Kevin Kumar: Hi, this is Kevin Kumar on for Gabriela. Thanks for taking the questions. I wanted to ask if there is any changes in how you are thinking about linearity of recurring revenue for the year, particularly any color on enterprise pipeline and overall timing of go lives would be very helpful? Thank you.

Adam Ante: We talked through a little bit of those enterprise and large partnerships that we are really going to come live and start to contribute more in the back half of the year and things are looking really consistent. So no real change from how we were thinking about it just a couple of months ago, so.

Kevin Kumar: That’s helpful. And then maybe just on cross-selling, how should we maybe think about the cadence of cross-selling for the year? What segments of the market are there opportunities to drive further penetration in modules, particularly talent management?

Raul Villar: Yes. We’ve had – Kevin, we’ve had really strong, consistent cross-selling across all sizes of the enterprise. Obviously, talent continues to outperform the rest of the portfolio as people are still looking to attract and retain quality associates. And so we feel really good about our cross-selling motion that we have in process there.

Kevin Kumar: Great. Thanks for taking my questions.

Operator: Thank you. Our next question is from the line of Bhavin Shah with Deutsche Bank. Please go ahead.

Bhavin Shah: Great. Thanks for taking my questions. Can you guys just speak about what you are seeing in terms of the broker channel and how that’s helping from a repo basis? Have you seen any kind of change there and any kind of sort of the investments you are making into that opportunity?

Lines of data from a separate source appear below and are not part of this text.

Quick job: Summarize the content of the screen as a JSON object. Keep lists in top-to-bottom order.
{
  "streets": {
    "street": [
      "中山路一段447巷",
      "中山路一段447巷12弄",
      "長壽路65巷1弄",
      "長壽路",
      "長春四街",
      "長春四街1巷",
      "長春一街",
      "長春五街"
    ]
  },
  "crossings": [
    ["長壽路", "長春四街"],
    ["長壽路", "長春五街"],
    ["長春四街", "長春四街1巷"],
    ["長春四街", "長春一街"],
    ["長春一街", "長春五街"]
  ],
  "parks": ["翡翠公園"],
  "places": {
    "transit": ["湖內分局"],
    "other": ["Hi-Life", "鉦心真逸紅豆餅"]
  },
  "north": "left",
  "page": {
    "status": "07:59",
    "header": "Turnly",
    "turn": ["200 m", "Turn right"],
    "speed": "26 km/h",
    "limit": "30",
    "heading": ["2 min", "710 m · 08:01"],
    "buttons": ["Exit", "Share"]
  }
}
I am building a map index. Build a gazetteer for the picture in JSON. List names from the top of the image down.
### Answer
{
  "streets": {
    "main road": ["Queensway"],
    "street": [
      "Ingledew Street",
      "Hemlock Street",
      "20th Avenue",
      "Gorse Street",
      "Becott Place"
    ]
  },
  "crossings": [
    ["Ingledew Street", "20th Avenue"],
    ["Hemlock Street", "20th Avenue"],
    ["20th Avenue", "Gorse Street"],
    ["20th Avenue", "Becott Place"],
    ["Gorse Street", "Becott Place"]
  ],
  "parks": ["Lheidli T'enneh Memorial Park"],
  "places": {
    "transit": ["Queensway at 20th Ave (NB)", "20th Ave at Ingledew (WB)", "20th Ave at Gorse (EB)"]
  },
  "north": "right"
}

Raul Villar: Yes. We are really bullish on the broker channel. The percent contribution to our overall bookings is still around 50% in the field bookings. We continue to focus on our large national partners and we are getting an outsized performance in those cohorts. So, we are excited. We think we have a winning formula with brokers. We grew the number of brokers that we partnered with year-over-year, and we continue to see really solid participation in the channel.

Bhavin Shah: That’s helpful. And I know during the quarter you guys kind of unveiled your embedded HCM solution. Can you just talk a little bit more about the longer term opportunity here and how your go-to-market for this product differs from competitors offering kind of embedded payroll?

Adam Ante: Yes. So first, we think that there is a huge opportunity. I mean there is thousands of software players who could leverage o service like ours, HCM and payroll capabilities, many of them are trying to offer their own services today and find that when they work through our offering that it just makes more sense to partner with us. And we think that it’s a great go-to-market from that perspective to be able to create – for them to be able to create more compelling a differentiated service really helps us to be able to expand more quickly across services – across markets where we usually have coverage, but we will be able to provide a deeper coverage across more of the market at a faster pace. And in terms of the go-to-market strategy for us, I mean it’s really around finding those winning partnerships and making the right bets on great partners early.

And we have had a really strong pipeline, a lot of really great interest and some key partners that are winning already today.

Operator: Thank you. Our next question is from the line of Terrell Tillman with Truist Securities. Please go ahead.

Terrell Tillman: Yes. Hi, Raul, Adam and Rachel. Nice job in the quarter. So, actually I want to build on the embedded HCM question. That’s my first question. It might be a multi-parter, sorry about that, Rachel. But if I heard Adam, I think you said that actually may have contributed 1 point of growth. So, I wanted to confirm that. And then on embedded HCM, it does seem like a pretty big opportunity. Is this something that would support kind of the sustained 20%, or could this actually help even maybe potentially accelerate or have growth drift a little higher? And then I had a follow-up.

Adam Ante: I think longer term it has an opportunity to really continue to expand our ability to grow at a higher level. I mean I think it’s early, of course, and we want to hit that 20% sustainable in the near-term, but we think that has an opportunity to really continue to accelerate. Again, there is a lot of market opportunity. And like we talk about, half of the entire market is really serviced by these in-house and regional providers. A lot of those are the software providers that we are working with and that we think that are really a great opportunity to partner with. In terms of the contribution, yes, it was about a point of employee growth, that’s going to come on at a slightly lower PEPM, but it did already add about a point of PEPM or employee growth in the quarter.

Terrell Tillman: That’s great to hear. And then just a follow-up question relates to sales and marketing. It was actually a little lower than what we were forecasting and just kind of the trends year-over-year and sequentially, it’s definitely slower. So, I am curious like – I think Raul, you did say something about productivity of the sales team. Any more color you could share there? And also just – what about seller retention, how is that trending, or was there something else with maybe just certain kind of discretionary marketing that we just didn’t see? Thank you.

Raul Villar: So, as far as the overall seller cohorts and productivity, they are operating consistently with our expectations and retention has been consistent year-over-year. So, we haven’t seen any changes there. Obviously, our objective always is to continue to increase productivity per rep. While you are adding a big cohort of new people, it’s always favorable to make sure that you can at least maintain the productivity you had in the prior year while adding less productive people into the ecosystem. So, we feel good about that. Obviously, we have to ramp, trained and grow the productivity of that cohort year-over-year, and that’s what we are focused on execution from that perspective.

Adam Ante: Yes. I think, Terrell, on the full year, we are still going to – we are planning to be in that 32% to 34% of revenue range, which will continue to grow at a good rate. I mean I think there are some dynamics inside of the quarter as well. We moved some of our – a couple of larger programs between Q4 and Q1. So, there might have been a couple of points just back and forth between that. No real difference in the trends, especially as we think about overall sales personnel and marketing programs that we have continued to invest fairly similarly although we do expect to continue to get more scale out of the organization as we are really focused on hiring reps and our sales leaders.